E uma boa dose de bom senso. Não, pessoas não são descartáveis. Não, a gente
não foi feito para viver numa eterna disputa de egos. Não, não quero mais isso
para a minha vida já faz um tempinho. ;)
Porque
andamos, assim, tão exigentes? Será que, no fundo, temos medo de amar e nos
auto boicotamos com situações que nunca vão dar em nada? Do tipo “eu sou assim e
dane-se”.
Não,
não vamos colocar a culpa no outro. Se as coisas não estão dando certo, temos
grande responsabilidade sobre elas. Não vamos começar nosso discurso batido
e rebatido que queremos viver o amor, quando, na verdade, atraímos pessoas
problemáticas, instáveis e avessas a compromisso. Do azar no amor, ninguém foge. Mas
se o padrão prevalece, então, está na hora revermos nossos conceitos. Se
encontramos pessoas (e amores) que só nos trazem infelicidade, angústia e
ansiedade, o melhor a fazer é nos voltarmos para dentro.
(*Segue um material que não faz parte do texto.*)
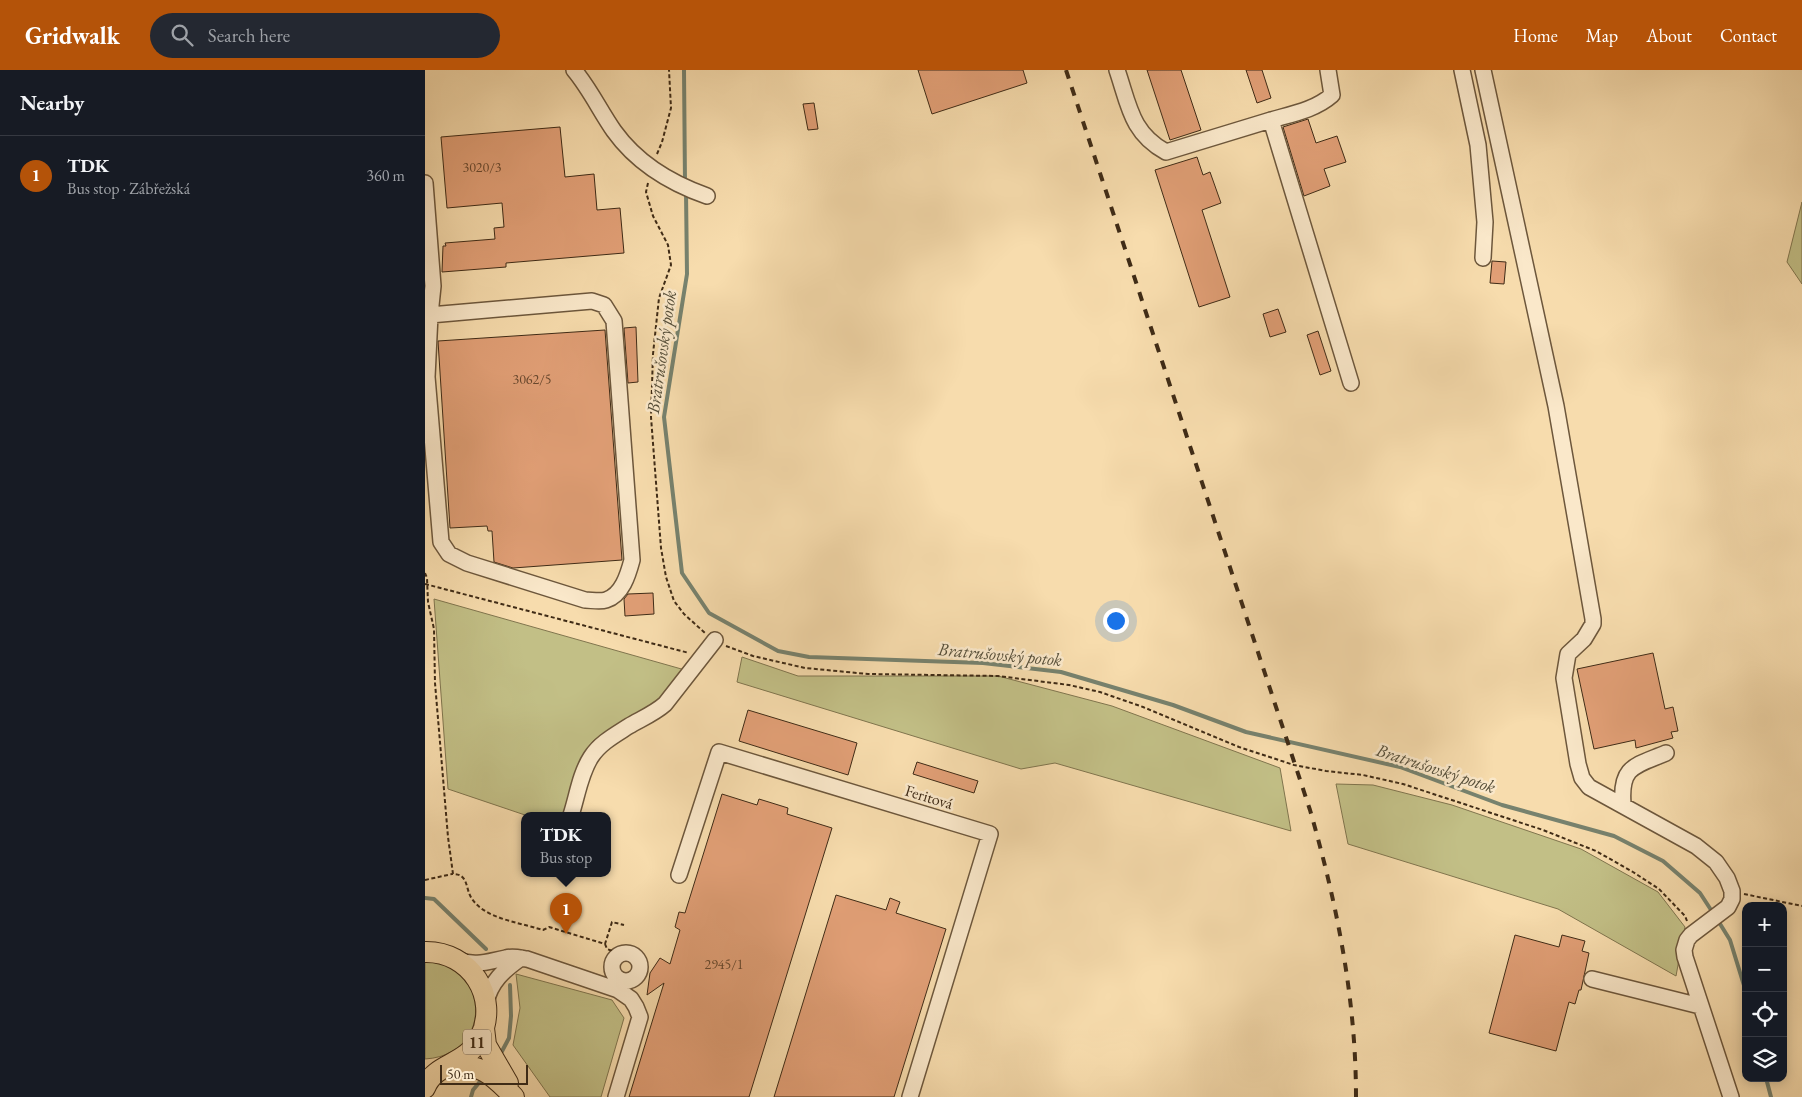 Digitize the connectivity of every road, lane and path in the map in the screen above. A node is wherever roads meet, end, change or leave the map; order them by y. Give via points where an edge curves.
1 (574, 70) edge
2 (669, 70) edge
3 (1117, 70) edge
4 (1328, 70) edge
5 (1463, 70) edge
6 (1483, 70) edge
7 (1271, 120) junction
8 (651, 168) junction
9 (425, 183) edge
10 (701, 194) dead end
11 (1483, 258) dead end
12 (430, 315) junction
13 (1351, 383) dead end
14 (425, 573) edge
15 (426, 585) edge
16 (715, 640) junction
17 (702, 656) junction
18 (1666, 753) dead end
19 (1623, 804) junction
20 (572, 812) edge
21 (453, 874) junction
22 (679, 875) dead end
23 (425, 880) edge
24 (1732, 891) junction
25 (1802, 906) edge
26 (624, 925) dead end
27 (1691, 935) junction
28 (425, 939) edge
29 (605, 944) junction
30 (425, 952) edge
31 (621, 954) junction
32 (454, 958) junction
33 (524, 958) junction
34 (1592, 979) dead end
35 (620, 985) junction
36 (486, 1003) junction
37 (1700, 1006) junction
38 (484, 1028) junction
39 (447, 1066) junction
40 (425, 1069) edge
41 (425, 1088) edge
42 (516, 1097) edge
43 (616, 1097) edge
44 (910, 1097) edge
45 (1731, 1097) edge

1 - 8 street via 615,131
2 - 8 path via 671,108
3 - 7 street via 1137,126 1152,143 1166,152
4 - 7 street via 1332,95 1312,108
5 - 11 street via 1479,146 1485,222
6 - 19 street via 1556,406 1593,619 1584,639 1568,654 1564,678 1578,764 1582,778 1589,786
7 - 13 street
8 - 10 street via 674,183
8 - 16 path via 646,192 653,216 668,245 671,265 659,298 653,354 651,417 661,548 674,601 684,614
9 - 12 street via 433,286
12 - 12 street via 427,377 441,542 449,554 467,563 585,600 605,600 616,594 628,575 632,560 615,321 604,305 592,301
14 - 15 path
15 - 17 path
15 - 21 path via 434,629 435,682
16 - 17 street
16 - 27 path via 733,650 805,668 868,674 998,676 1100,692 1239,747 1295,765 1403,784 1596,851 1659,889 1685,916
17 - 20 street via 658,711 599,746 585,769
18 - 19 street via 1631,768 1623,783
19 - 24 street via 1696,846 1716,862
21 - 23 path
21 - 29 path via 464,877 472,899 495,915
22 - 44 street, Feritová via 719,752 990,834
24 - 25 path
24 - 27 street via 1728,907
26 - 29 path via 612,922
27 - 37 street via 1684,950
28 - 32 main road, 11
29 - 31 path
30 - 32 main road
31 - 35 street via 614,960 612,968
31 - 35 street via 634,955 640,968 633,980
32 - 33 street via 481,964 505,958
32 - 36 main road, 11 via 477,978
33 - 35 street
33 - 36 street via 494,982
34 - 37 street
35 - 43 street via 640,1017
36 - 38 main road, 11
37 - 45 street
38 - 39 main road, 11 via 472,1050
38 - 42 main road via 488,1050
39 - 40 main road
39 - 41 main road via 431,1077
39 - 42 main road via 462,1064 481,1069 494,1076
E repensarmos quem
somos. E o que realmente queremos.
Passei
muito tempo pensando que era azar, hoje percebo exatamente isso que exponho
para vocês, tenho uma grande parcela de culpa de ter tido apenas breves casos
de amor (e ódio). Sempre fui muito autossuficiente, achava que por obrigação as
pessoas deveriam morrer de amor por mim. Que bobagem. Sendo assim, atraí muitas
pessoas problemáticas para a minha vida, fui um problema na vida de muitas
pessoas também. Hoje me vejo muito mais maleável, totalmente sem orgulho. Levo
pela cara por isso, porém o mais importante é que me sinto bem e feliz agindo
assim. Com a sensação de está cumprindo a minha parte. De amar com tudo o que
eu posso.
Em
algumas brincadeiras com amigos costumo dizer: a pessoa que tem meu amor só não
tem tudo porque eu não tenho nada. rs...
Tenho
resquícios de uma amor imaturo, tipo ciúminhos bobos, exigências exageradas. Mas,
como um todo me vejo madura para viver um relacionamento adulto, leve e com
tudo mais que esse tipo de relacionamento traz consigo.
Olha,
eu não sou psicóloga, nem dona de nenhuma verdade. Gosto de escrever sobre o
que meu coração sente. Sei que ninguém gosta de aceitar suas culpas, muito
menos admitir quando faz escolhas erradas. Mas, se estou aqui hoje, dando a
cara à tapa, é porque descobri que me boicotei durante muitos anos. Fugi do
amor com medo de perder minha liberdade. Ou com medo de perceber que ter um
relacionamento não traz garantia nenhuma de felicidade. E não traz mesmo. Mas
quando as duas partes estão dispostas o caminho fica aberto.
Antes de
colocar a culpa da sua vida amorosa no outro. No destino. Em algum karma. Macumba.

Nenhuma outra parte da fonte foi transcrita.